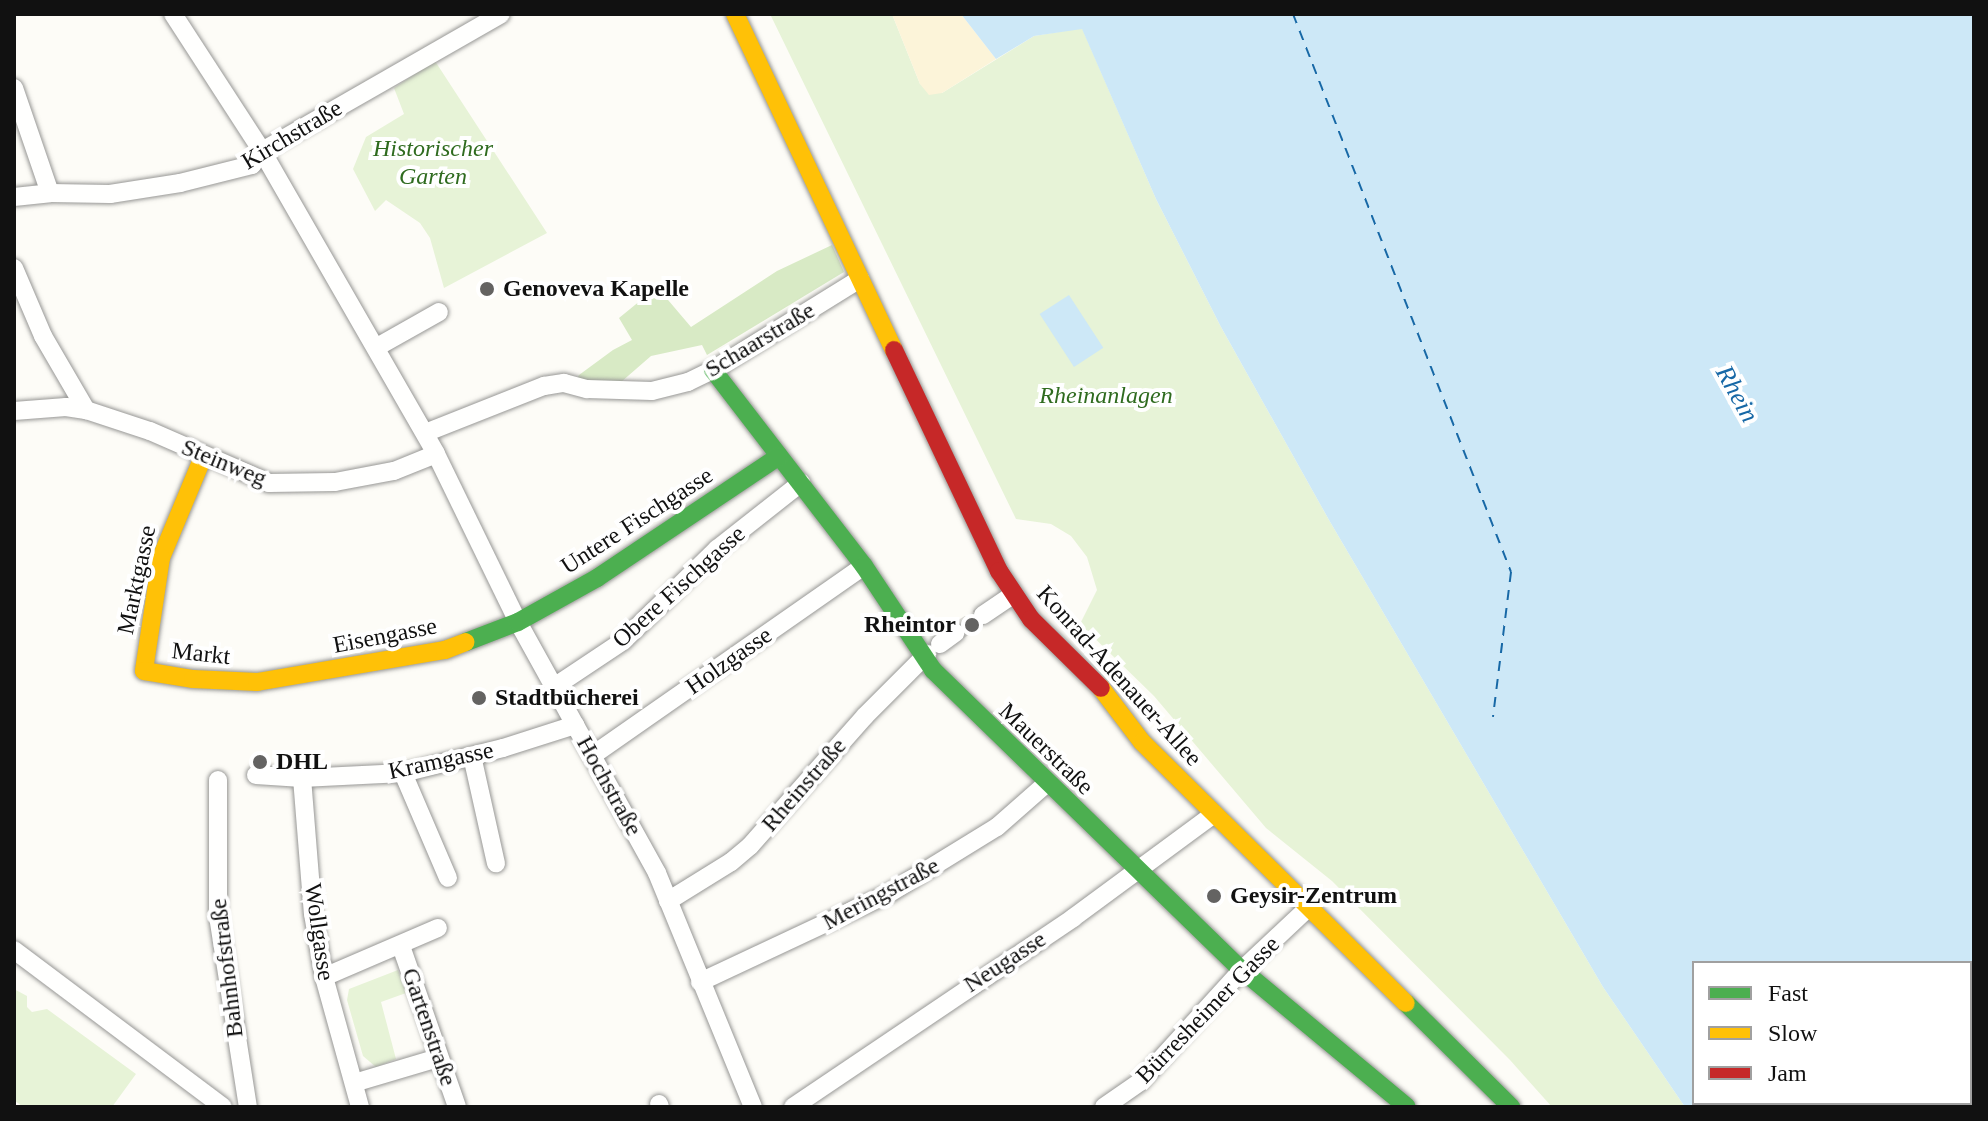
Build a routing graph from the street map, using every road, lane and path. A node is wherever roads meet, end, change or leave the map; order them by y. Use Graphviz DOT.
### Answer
graph roads {
  1 [pos="173,14"];
  2 [pos="501,14"];
  3 [pos="735,14"];
  4 [pos="14,88"];
  5 [pos="262,151"];
  6 [pos="50,193"];
  7 [pos="14,197"];
  8 [pos="14,268"];
  9 [pos="860,279"];
  10 [pos="439,312"];
  11 [pos="377,347"];
  12 [pos="713,370"];
  13 [pos="86,410"];
  14 [pos="14,411"];
  15 [pos="425,433"];
  16 [pos="436,454"];
  17 [pos="779,456"];
  18 [pos="203,457"];
  19 [pos="801,483"];
  20 [pos="864,566"];
  21 [pos="1014,594"];
  22 [pos="983,615"];
  23 [pos="518,622"];
  24 [pos="955,633"];
  25 [pos="930,652"];
  26 [pos="144,671"];
  27 [pos="254,683"];
  28 [pos="554,687"];
  29 [pos="575,725"];
  30 [pos="593,755"];
  31 [pos="472,756"];
  32 [pos="403,773"];
  33 [pos="256,775"];
  34 [pos="302,778"];
  35 [pos="218,780"];
  36 [pos="1047,783"];
  37 [pos="1214,814"];
  38 [pos="496,863"];
  39 [pos="1135,869"];
  40 [pos="448,878"];
  41 [pos="668,901"];
  42 [pos="1308,908"];
  43 [pos="438,928"];
  44 [pos="401,946"];
  45 [pos="25,961"];
  46 [pos="1242,970"];
  47 [pos="324,977"];
  48 [pos="700,982"];
  49 [pos="438,1058"];
  50 [pos="354,1083"];
  51 [pos="1498,1092"];
  52 [pos="223,1107"];
  53 [pos="248,1107"];
  54 [pos="360,1107"];
  55 [pos="457,1107"];
  56 [pos="753,1107"];
  57 [pos="793,1107"];
  58 [pos="1104,1107"];
  59 [pos="1407,1107"];
  60 [pos="1484,1107"];
  61 [pos="1511,1107"];
  1 -- 5 [label="street, Hochstraße"];
  2 -- 5 [label="street, Kirchstraße"];
  3 -- 9 [label="street, Konrad-Adenauer-Allee"];
  4 -- 6 [label="street"];
  5 -- 6 [label="street, Kirchstraße"];
  5 -- 11 [label="street, Hochstraße"];
  6 -- 7 [label="street, Kirchstraße"];
  8 -- 13 [label="street"];
  9 -- 12 [label="street, Schaarstraße"];
  9 -- 21 [label="street, Konrad-Adenauer-Allee"];
  10 -- 11 [label="street"];
  11 -- 15 [label="street, Hochstraße"];
  12 -- 15 [label="street, Schaarstraße"];
  12 -- 17 [label="street, Mauerstraße"];
  13 -- 14 [label="street, Steinweg"];
  13 -- 18 [label="street, Steinweg"];
  15 -- 16 [label="street, Hochstraße"];
  16 -- 18 [label="street, Steinweg"];
  16 -- 23 [label="street, Hochstraße"];
  17 -- 19 [label="street, Mauerstraße"];
  17 -- 23 [label="street, Untere Fischgasse"];
  18 -- 26 [label="street, Marktgasse"];
  19 -- 20 [label="street, Mauerstraße"];
  19 -- 28 [label="street, Obere Fischgasse"];
  20 -- 25 [label="street, Mauerstraße"];
  20 -- 30 [label="street, Holzgasse"];
  21 -- 22 [label="street"];
  21 -- 37 [label="street, Konrad-Adenauer-Allee"];
  23 -- 27 [label="street, Eisengasse"];
  23 -- 28 [label="street, Hochstraße"];
  24 -- 25 [label="street, Rheinstraße"];
  25 -- 36 [label="street, Mauerstraße"];
  25 -- 41 [label="street, Rheinstraße"];
  26 -- 27 [label="street, Markt"];
  28 -- 29 [label="street, Hochstraße"];
  29 -- 30 [label="street, Hochstraße"];
  29 -- 31 [label="street, Kramgasse"];
  30 -- 41 [label="street, Hochstraße"];
  31 -- 32 [label="street, Kramgasse"];
  31 -- 38 [label="street"];
  32 -- 34 [label="street, Kramgasse"];
  32 -- 40 [label="street"];
  33 -- 34 [label="street, Kramgasse"];
  34 -- 47 [label="street, Wollgasse"];
  35 -- 53 [label="street, Bahnhofstraße"];
  36 -- 39 [label="street, Mauerstraße"];
  36 -- 48 [label="street, Meringstraße"];
  37 -- 39 [label="street, Neugasse"];
  37 -- 42 [label="street, Konrad-Adenauer-Allee"];
  39 -- 46 [label="street, Mauerstraße"];
  39 -- 57 [label="street, Neugasse"];
  41 -- 48 [label="street, Hochstraße"];
  42 -- 46 [label="street, Bürresheimer Gasse"];
  42 -- 51 [label="street, Konrad-Adenauer-Allee"];
  43 -- 44 [label="street"];
  44 -- 47 [label="street"];
  44 -- 49 [label="street, Gartenstraße"];
  45 -- 52 [label="street"];
  46 -- 58 [label="street, Bürresheimer Gasse"];
  46 -- 59 [label="street, Mauerstraße"];
  47 -- 50 [label="street, Wollgasse"];
  48 -- 56 [label="street, Hochstraße"];
  49 -- 50 [label="street"];
  49 -- 55 [label="street, Gartenstraße"];
  50 -- 54 [label="street, Wollgasse"];
  51 -- 60 [label="street"];
  51 -- 61 [label="street, Konrad-Adenauer-Allee"];
}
---+---
EXERCISE: Each entry must be set down word for word; no image may be carried over.

ANSWER FOR THIS EXERCISE:
Build a routing graph from the street map, using every road, lane and path. A node is wherever roads meet, end, change or leave the map; order them by y. Use Graphviz DOT.
### Answer
graph roads {
  1 [pos="173,14"];
  2 [pos="501,14"];
  3 [pos="735,14"];
  4 [pos="14,88"];
  5 [pos="262,151"];
  6 [pos="50,193"];
  7 [pos="14,197"];
  8 [pos="14,268"];
  9 [pos="860,279"];
  10 [pos="439,312"];
  11 [pos="377,347"];
  12 [pos="713,370"];
  13 [pos="86,410"];
  14 [pos="14,411"];
  15 [pos="425,433"];
  16 [pos="436,454"];
  17 [pos="779,456"];
  18 [pos="203,457"];
  19 [pos="801,483"];
  20 [pos="864,566"];
  21 [pos="1014,594"];
  22 [pos="983,615"];
  23 [pos="518,622"];
  24 [pos="955,633"];
  25 [pos="930,652"];
  26 [pos="144,671"];
  27 [pos="254,683"];
  28 [pos="554,687"];
  29 [pos="575,725"];
  30 [pos="593,755"];
  31 [pos="472,756"];
  32 [pos="403,773"];
  33 [pos="256,775"];
  34 [pos="302,778"];
  35 [pos="218,780"];
  36 [pos="1047,783"];
  37 [pos="1214,814"];
  38 [pos="496,863"];
  39 [pos="1135,869"];
  40 [pos="448,878"];
  41 [pos="668,901"];
  42 [pos="1308,908"];
  43 [pos="438,928"];
  44 [pos="401,946"];
  45 [pos="25,961"];
  46 [pos="1242,970"];
  47 [pos="324,977"];
  48 [pos="700,982"];
  49 [pos="438,1058"];
  50 [pos="354,1083"];
  51 [pos="1498,1092"];
  52 [pos="223,1107"];
  53 [pos="248,1107"];
  54 [pos="360,1107"];
  55 [pos="457,1107"];
  56 [pos="753,1107"];
  57 [pos="793,1107"];
  58 [pos="1104,1107"];
  59 [pos="1407,1107"];
  60 [pos="1484,1107"];
  61 [pos="1511,1107"];
  1 -- 5 [label="street, Hochstraße"];
  2 -- 5 [label="street, Kirchstraße"];
  3 -- 9 [label="street, Konrad-Adenauer-Allee"];
  4 -- 6 [label="street"];
  5 -- 6 [label="street, Kirchstraße"];
  5 -- 11 [label="street, Hochstraße"];
  6 -- 7 [label="street, Kirchstraße"];
  8 -- 13 [label="street"];
  9 -- 12 [label="street, Schaarstraße"];
  9 -- 21 [label="street, Konrad-Adenauer-Allee"];
  10 -- 11 [label="street"];
  11 -- 15 [label="street, Hochstraße"];
  12 -- 15 [label="street, Schaarstraße"];
  12 -- 17 [label="street, Mauerstraße"];
  13 -- 14 [label="street, Steinweg"];
  13 -- 18 [label="street, Steinweg"];
  15 -- 16 [label="street, Hochstraße"];
  16 -- 18 [label="street, Steinweg"];
  16 -- 23 [label="street, Hochstraße"];
  17 -- 19 [label="street, Mauerstraße"];
  17 -- 23 [label="street, Untere Fischgasse"];
  18 -- 26 [label="street, Marktgasse"];
  19 -- 20 [label="street, Mauerstraße"];
  19 -- 28 [label="street, Obere Fischgasse"];
  20 -- 25 [label="street, Mauerstraße"];
  20 -- 30 [label="street, Holzgasse"];
  21 -- 22 [label="street"];
  21 -- 37 [label="street, Konrad-Adenauer-Allee"];
  23 -- 27 [label="street, Eisengasse"];
  23 -- 28 [label="street, Hochstraße"];
  24 -- 25 [label="street, Rheinstraße"];
  25 -- 36 [label="street, Mauerstraße"];
  25 -- 41 [label="street, Rheinstraße"];
  26 -- 27 [label="street, Markt"];
  28 -- 29 [label="street, Hochstraße"];
  29 -- 30 [label="street, Hochstraße"];
  29 -- 31 [label="street, Kramgasse"];
  30 -- 41 [label="street, Hochstraße"];
  31 -- 32 [label="street, Kramgasse"];
  31 -- 38 [label="street"];
  32 -- 34 [label="street, Kramgasse"];
  32 -- 40 [label="street"];
  33 -- 34 [label="street, Kramgasse"];
  34 -- 47 [label="street, Wollgasse"];
  35 -- 53 [label="street, Bahnhofstraße"];
  36 -- 39 [label="street, Mauerstraße"];
  36 -- 48 [label="street, Meringstraße"];
  37 -- 39 [label="street, Neugasse"];
  37 -- 42 [label="street, Konrad-Adenauer-Allee"];
  39 -- 46 [label="street, Mauerstraße"];
  39 -- 57 [label="street, Neugasse"];
  41 -- 48 [label="street, Hochstraße"];
  42 -- 46 [label="street, Bürresheimer Gasse"];
  42 -- 51 [label="street, Konrad-Adenauer-Allee"];
  43 -- 44 [label="street"];
  44 -- 47 [label="street"];
  44 -- 49 [label="street, Gartenstraße"];
  45 -- 52 [label="street"];
  46 -- 58 [label="street, Bürresheimer Gasse"];
  46 -- 59 [label="street, Mauerstraße"];
  47 -- 50 [label="street, Wollgasse"];
  48 -- 56 [label="street, Hochstraße"];
  49 -- 50 [label="street"];
  49 -- 55 [label="street, Gartenstraße"];
  50 -- 54 [label="street, Wollgasse"];
  51 -- 60 [label="street"];
  51 -- 61 [label="street, Konrad-Adenauer-Allee"];
}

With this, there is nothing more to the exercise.